| First Author | Ham SA | Year | 2013 |
| Journal | J Invest Dermatol | Volume | 133 |
| Issue | 11 | Pages | 2593-2600 |
| PubMed ID | 23639976 | Mgi Jnum | J:202383 |
| Mgi Id | MGI:5518968 | Doi | 10.1038/jid.2013.202 |
| Citation | Ham SA, et al. (2013) PPARdelta Inhibits UVB-Induced Secretion of MMP-1 through MKP-7-Mediated Suppression of JNK Signaling. J Invest Dermatol 133(11):2593-600 |
| abstractText | In the present study, we investigated the role of peroxisome proliferator-activated receptor (PPAR) delta in modulating matrix-degrading metalloproteinases and other mechanisms underlying photoaging processes in the skin. In human dermal fibroblasts (HDFs), activation of PPARdelta by its specific ligand GW501516 markedly attenuated UVB-induced secretion of matrix metalloproteinase (MMP)-1, concomitant with decreased generation of reactive oxygen species.

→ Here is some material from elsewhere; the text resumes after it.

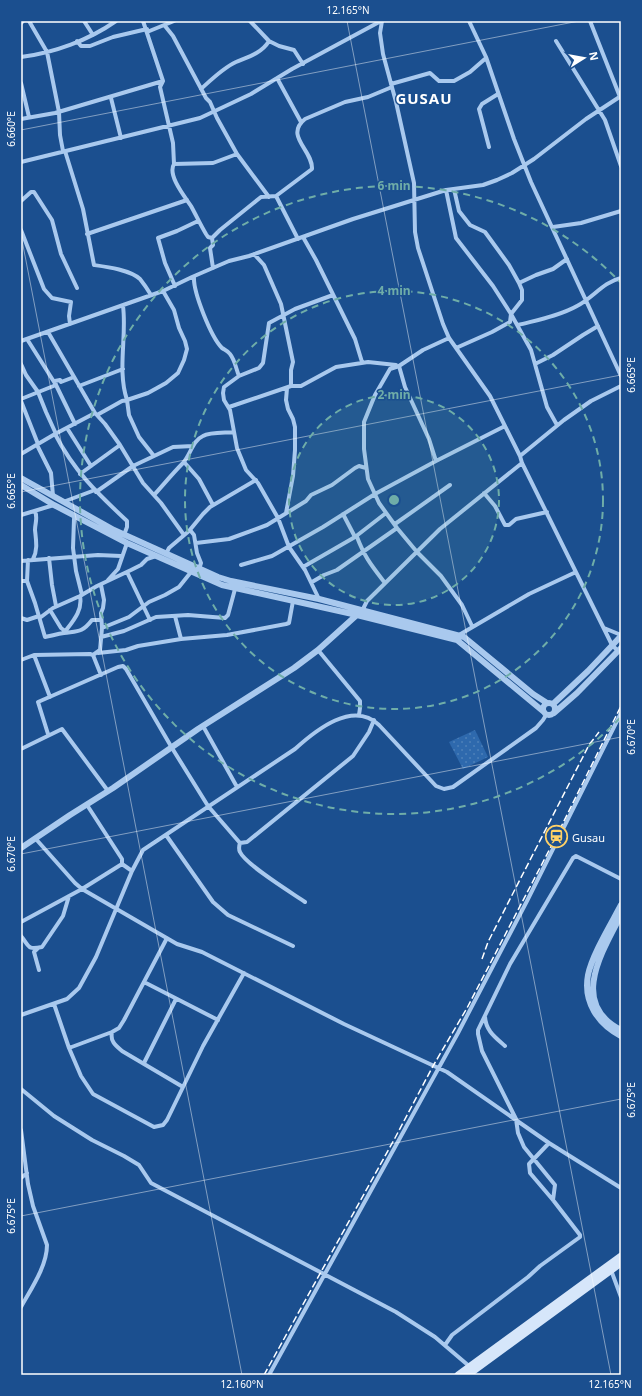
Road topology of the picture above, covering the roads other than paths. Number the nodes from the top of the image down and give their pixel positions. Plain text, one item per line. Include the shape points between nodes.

These effects were significantly reduced in the presence of PPARdelta small interfering RNA and GSK0660. Furthermore, c-Jun N-terminal kinase (JNK), but not p38 or extracellular signal-regulated kinase, mediated PPARdelta-dependent inhibition of MMP-1 secretion in HDFs exposed to UVB. PPARdelta-mediated messenger RNA stabilization of mitogen-activated protein kinase phosphatase (MKP)-7 was responsible for the GW501516-mediated inhibition of JNK signaling. Inhibition of UVB-induced secretion of MMP-1 by PPARdelta was associated with the restoration of types I and III collagen to levels approaching those in cells not exposed to UVB. Finally, in HR-1 hairless mice exposed to UVB, administration of GW501516 significantly reduced wrinkle formation and skin thickness, downregulated MMP-1 and JNK phosphorylation, and restored the levels of MKP-7, types I and III collagen. These results suggest that PPARdelta-mediated inhibition of MMP-1 secretion prevents some effects of photoaging and maintains the integrity of skin by inhibiting the degradation of the collagenous extracellular matrix. |